Malgré toutes les mises en garde, les députés britanniques, soit la chambre des communes, ont majoritairement voté pour une sortie de l'Union européenne sans accord négocié avec Bruxelles. Un camouflet pour le Premier ministre britannique, mais aussi pour des pans entiers de l'économie locale.

Premiers concernés et premiers à déplorer ce vote, la société des constructeurs sise à Londres (SMMT) : "Le vote contre l'accord de sortie nous rapproche d'un Brexit non négocié, ce qui serait catastrophique pour l'industrie automobile" a rappelé Mike Hawes, le directeur de la SMMT (...) "Quitter l'Union, notre plus important partenaire d'échanges, sans accord (...) mettrait immédiatement en péril le secteur et des emplois. Le no deal doit être évité à tout prix" a t-il fait savoir.

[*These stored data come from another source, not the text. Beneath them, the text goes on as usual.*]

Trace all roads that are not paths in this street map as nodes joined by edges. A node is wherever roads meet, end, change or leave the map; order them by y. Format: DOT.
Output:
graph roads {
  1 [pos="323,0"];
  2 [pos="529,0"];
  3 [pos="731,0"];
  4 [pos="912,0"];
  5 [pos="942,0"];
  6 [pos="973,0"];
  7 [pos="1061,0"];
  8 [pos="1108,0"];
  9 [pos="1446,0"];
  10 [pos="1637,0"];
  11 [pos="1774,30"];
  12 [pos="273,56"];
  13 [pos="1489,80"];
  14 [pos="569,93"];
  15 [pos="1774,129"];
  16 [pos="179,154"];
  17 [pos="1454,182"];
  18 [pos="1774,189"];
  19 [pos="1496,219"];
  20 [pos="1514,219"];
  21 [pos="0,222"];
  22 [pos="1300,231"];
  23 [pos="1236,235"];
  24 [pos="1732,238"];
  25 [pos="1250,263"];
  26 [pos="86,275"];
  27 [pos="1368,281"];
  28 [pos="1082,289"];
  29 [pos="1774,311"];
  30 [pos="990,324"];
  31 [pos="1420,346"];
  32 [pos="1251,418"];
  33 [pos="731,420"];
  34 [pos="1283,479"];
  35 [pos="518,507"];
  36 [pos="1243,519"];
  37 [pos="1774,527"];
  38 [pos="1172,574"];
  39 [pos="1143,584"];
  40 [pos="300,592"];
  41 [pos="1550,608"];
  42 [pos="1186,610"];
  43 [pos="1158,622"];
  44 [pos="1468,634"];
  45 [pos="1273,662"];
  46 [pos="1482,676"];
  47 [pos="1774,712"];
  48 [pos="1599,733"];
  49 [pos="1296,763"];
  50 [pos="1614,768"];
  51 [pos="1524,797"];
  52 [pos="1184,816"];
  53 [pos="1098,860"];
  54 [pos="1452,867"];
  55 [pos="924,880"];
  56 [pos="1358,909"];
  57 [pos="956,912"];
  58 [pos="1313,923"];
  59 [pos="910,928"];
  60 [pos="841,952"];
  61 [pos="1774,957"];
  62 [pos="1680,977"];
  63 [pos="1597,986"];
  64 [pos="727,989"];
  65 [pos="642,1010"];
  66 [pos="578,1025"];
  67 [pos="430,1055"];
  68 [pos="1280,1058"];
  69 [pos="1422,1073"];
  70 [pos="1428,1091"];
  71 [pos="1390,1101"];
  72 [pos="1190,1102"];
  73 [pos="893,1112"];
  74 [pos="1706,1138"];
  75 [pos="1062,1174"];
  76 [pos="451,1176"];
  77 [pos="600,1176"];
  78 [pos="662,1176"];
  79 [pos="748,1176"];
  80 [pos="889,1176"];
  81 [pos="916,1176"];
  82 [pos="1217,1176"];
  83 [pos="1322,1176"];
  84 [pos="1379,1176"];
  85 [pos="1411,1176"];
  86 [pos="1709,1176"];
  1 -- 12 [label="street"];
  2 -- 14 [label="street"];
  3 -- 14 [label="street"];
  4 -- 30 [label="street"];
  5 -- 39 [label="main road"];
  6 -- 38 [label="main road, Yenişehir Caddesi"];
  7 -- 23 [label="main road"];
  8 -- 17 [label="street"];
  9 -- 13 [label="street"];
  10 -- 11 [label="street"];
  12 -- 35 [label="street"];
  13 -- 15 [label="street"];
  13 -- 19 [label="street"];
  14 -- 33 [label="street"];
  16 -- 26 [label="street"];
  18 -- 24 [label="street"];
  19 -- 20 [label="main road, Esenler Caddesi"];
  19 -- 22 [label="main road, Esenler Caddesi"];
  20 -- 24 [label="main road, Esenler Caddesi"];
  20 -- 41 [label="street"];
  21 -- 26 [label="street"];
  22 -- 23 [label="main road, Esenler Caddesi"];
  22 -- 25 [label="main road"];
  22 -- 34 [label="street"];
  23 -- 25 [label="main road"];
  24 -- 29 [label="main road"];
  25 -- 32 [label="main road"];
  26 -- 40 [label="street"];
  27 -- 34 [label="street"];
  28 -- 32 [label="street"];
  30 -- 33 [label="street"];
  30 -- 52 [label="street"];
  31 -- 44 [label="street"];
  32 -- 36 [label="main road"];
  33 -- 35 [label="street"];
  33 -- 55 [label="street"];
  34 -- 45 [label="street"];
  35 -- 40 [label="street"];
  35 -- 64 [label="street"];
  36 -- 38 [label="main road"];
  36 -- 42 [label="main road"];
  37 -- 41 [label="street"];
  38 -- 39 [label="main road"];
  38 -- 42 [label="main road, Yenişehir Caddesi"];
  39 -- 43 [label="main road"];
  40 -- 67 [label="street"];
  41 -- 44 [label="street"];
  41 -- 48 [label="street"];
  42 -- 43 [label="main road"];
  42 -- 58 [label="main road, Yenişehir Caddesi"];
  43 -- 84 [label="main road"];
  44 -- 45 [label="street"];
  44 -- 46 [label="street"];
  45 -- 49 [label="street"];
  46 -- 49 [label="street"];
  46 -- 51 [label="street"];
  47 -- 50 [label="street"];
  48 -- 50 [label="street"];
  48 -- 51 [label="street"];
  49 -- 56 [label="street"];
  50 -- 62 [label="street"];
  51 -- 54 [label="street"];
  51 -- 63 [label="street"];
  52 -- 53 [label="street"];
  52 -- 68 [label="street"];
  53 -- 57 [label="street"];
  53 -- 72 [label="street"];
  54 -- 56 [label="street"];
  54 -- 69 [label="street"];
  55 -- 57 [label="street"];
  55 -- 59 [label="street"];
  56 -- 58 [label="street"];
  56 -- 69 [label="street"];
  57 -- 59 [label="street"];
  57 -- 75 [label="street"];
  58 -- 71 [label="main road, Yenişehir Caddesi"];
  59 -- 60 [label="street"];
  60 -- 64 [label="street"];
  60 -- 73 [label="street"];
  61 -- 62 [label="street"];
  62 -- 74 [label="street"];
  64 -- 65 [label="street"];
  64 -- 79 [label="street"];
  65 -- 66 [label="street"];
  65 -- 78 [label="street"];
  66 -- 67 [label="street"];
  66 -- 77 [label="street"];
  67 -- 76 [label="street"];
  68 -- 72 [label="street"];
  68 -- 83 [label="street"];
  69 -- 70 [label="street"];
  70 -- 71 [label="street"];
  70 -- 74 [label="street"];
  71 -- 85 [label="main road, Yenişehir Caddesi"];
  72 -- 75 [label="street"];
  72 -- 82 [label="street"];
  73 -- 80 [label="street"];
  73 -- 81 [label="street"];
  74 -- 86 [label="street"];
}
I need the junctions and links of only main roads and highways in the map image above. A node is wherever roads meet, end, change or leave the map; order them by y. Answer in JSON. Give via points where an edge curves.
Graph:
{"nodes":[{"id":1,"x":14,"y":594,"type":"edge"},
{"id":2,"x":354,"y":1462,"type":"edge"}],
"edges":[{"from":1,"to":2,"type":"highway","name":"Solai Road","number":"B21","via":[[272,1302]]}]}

L'association des concessionnaires franchisés (NFDA) n'a pas déclaré autre chose : "Au vu des résultats du vote de la nuit dernière, la NFDA enjoint le gouvernement à prendre toutes les mesures nécessaires pour s'assurer que notre industrie est protégée. Le monde des affaires et les consommateurs ont besoin d'avoir une vision claire des futurs plans du gouvernement" a indiqué Sue Robinson, sa directrice.

Plus véhémente a été la charge des Allemands de VDA. L'industrie allemande possède divers intérêts au Royaume-Uni, le plus emblématique étant l'usine Mini d'Oxford, propriété de BMW : "Avec cette décision, la majorité de la chambre des communes britannique a rendu un mauvais service à son pays (...) Les conséquences d'un scénario sans accord seraient fatales (...) Refuser l'accord de retrait sans qu'il existe d'alternative concrète est une négligence politique" s'est emporté Bernhard Mattes, le président de la structure qui porte les intérêts des constructeurs allemands. Et de rappeler que "les sociétés des deux côtés de la Manche sont très liées" et que "sans solutions ordonnées et pratiques, des emplois dans l'industrie automobile côté britannique sont en jeu".

La principale crainte des constructeurs automobiles est de voir le retour des droits de douane sur toutes les marchandises qui entrent et sortent du Royaume-Uni, ce qui entrainerait une perte de compétitivité des usines situées en terre britannique.